### What you need to do
Every line in the records below that holds the word "white" is to be copied.

----------

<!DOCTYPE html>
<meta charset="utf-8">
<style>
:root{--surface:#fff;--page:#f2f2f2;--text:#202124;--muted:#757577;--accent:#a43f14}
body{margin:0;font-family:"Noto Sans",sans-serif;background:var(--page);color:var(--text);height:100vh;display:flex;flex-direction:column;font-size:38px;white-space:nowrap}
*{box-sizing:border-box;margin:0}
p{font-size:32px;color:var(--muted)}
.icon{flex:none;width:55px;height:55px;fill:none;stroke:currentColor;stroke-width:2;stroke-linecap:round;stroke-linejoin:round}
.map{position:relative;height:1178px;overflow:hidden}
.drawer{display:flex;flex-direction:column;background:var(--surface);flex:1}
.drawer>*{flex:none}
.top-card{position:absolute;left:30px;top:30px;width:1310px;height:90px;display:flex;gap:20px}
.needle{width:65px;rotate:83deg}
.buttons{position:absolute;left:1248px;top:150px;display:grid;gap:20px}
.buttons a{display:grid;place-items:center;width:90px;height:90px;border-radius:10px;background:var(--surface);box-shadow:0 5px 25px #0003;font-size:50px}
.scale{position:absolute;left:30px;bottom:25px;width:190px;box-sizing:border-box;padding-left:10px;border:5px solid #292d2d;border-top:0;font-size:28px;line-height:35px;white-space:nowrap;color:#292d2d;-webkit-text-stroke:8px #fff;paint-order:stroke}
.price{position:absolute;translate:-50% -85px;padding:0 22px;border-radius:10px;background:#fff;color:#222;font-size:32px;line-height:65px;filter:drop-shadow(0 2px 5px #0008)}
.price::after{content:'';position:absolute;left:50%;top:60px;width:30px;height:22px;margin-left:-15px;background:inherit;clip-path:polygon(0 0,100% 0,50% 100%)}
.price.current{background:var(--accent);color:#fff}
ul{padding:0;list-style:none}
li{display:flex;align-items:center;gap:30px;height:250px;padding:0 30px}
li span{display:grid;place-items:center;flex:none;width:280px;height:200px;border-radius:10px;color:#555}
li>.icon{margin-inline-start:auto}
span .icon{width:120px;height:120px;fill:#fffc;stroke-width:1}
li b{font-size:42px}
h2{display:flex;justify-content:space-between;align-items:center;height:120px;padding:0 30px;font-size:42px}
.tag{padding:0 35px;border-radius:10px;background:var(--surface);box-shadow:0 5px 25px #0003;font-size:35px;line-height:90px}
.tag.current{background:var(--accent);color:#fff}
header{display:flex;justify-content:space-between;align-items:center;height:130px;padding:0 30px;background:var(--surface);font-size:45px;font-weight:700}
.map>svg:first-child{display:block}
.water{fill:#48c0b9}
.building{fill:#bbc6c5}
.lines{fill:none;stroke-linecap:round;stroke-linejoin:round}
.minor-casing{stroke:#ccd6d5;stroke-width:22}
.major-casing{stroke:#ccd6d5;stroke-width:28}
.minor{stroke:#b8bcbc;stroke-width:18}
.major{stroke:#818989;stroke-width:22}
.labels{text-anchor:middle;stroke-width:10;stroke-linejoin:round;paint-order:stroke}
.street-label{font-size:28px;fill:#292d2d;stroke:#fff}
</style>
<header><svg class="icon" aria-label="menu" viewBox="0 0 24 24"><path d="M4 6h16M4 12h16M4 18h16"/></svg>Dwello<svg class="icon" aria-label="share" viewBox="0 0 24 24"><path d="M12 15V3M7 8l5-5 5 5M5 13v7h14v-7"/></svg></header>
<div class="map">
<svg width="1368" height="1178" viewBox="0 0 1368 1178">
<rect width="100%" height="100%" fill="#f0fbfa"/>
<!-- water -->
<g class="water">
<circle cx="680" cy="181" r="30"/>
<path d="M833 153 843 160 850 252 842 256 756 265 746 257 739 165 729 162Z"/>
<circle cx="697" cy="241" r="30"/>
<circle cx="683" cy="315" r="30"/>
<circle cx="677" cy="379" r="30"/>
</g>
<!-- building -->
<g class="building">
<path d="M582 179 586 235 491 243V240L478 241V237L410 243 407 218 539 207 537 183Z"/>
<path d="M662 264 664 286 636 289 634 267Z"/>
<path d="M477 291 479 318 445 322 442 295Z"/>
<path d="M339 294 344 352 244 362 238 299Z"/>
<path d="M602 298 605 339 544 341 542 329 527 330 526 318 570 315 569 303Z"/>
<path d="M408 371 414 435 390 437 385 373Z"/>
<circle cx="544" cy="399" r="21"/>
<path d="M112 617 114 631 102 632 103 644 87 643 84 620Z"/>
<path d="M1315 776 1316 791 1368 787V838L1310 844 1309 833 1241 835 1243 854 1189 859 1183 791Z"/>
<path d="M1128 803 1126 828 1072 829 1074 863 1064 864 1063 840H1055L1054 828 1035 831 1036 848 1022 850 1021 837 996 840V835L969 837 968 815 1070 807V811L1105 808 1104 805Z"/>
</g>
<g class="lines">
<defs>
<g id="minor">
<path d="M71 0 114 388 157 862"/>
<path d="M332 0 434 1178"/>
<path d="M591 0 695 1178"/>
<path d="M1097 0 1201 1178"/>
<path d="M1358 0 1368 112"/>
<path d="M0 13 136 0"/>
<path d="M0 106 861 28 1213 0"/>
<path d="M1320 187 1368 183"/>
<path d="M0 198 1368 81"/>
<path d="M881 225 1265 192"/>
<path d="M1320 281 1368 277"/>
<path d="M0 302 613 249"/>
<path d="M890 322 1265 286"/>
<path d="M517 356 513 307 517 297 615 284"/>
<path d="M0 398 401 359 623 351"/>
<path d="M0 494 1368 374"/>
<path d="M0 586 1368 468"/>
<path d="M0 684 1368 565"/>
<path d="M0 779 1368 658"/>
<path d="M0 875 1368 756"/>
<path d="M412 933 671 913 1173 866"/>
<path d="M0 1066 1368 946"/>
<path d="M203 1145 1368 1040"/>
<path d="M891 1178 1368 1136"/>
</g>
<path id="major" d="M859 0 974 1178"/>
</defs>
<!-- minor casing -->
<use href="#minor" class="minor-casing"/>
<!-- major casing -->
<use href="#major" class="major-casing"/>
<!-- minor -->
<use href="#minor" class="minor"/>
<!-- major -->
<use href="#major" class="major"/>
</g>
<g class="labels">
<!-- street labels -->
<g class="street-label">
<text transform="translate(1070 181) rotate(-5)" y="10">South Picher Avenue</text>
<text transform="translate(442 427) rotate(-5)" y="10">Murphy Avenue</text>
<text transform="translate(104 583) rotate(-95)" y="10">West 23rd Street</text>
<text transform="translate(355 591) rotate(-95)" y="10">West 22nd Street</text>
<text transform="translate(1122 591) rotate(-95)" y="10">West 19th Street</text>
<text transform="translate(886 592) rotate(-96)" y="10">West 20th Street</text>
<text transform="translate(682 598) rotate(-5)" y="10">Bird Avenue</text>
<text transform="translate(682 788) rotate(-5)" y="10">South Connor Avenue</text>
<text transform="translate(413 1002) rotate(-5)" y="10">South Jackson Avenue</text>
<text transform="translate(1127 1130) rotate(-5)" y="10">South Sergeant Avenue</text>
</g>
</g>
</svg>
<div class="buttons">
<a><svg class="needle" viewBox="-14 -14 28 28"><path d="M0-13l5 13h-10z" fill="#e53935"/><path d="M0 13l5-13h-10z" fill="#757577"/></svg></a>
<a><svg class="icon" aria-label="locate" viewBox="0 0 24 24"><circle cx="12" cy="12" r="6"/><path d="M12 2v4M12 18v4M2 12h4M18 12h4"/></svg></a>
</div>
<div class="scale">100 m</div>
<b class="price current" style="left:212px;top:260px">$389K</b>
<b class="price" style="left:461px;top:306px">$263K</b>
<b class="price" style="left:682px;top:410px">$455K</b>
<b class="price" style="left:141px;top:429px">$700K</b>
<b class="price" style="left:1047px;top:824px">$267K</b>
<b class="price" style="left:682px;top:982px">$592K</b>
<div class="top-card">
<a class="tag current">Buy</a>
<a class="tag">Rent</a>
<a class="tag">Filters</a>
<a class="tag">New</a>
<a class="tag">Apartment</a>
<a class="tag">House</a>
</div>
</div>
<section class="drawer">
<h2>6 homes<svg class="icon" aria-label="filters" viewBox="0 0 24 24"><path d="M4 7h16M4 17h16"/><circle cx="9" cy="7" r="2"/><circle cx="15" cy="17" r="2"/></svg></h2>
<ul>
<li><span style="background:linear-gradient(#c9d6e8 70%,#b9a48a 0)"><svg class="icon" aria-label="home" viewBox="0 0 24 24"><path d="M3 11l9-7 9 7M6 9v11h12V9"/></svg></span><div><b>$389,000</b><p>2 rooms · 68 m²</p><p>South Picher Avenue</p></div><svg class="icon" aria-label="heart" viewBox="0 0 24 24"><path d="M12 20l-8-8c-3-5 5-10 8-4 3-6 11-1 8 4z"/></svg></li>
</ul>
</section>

----------

### Answer to this exercise
body{margin:0;font-family:"Noto Sans",sans-serif;background:var(--page);color:var(--text);height:100vh;display:flex;flex-direction:column;font-size:38px;white-space:nowrap}
.scale{position:absolute;left:30px;bottom:25px;width:190px;box-sizing:border-box;padding-left:10px;border:5px solid #292d2d;border-top:0;font-size:28px;line-height:35px;white-space:nowrap;color:#292d2d;-webkit-text-stroke:8px #fff;paint-order:stroke}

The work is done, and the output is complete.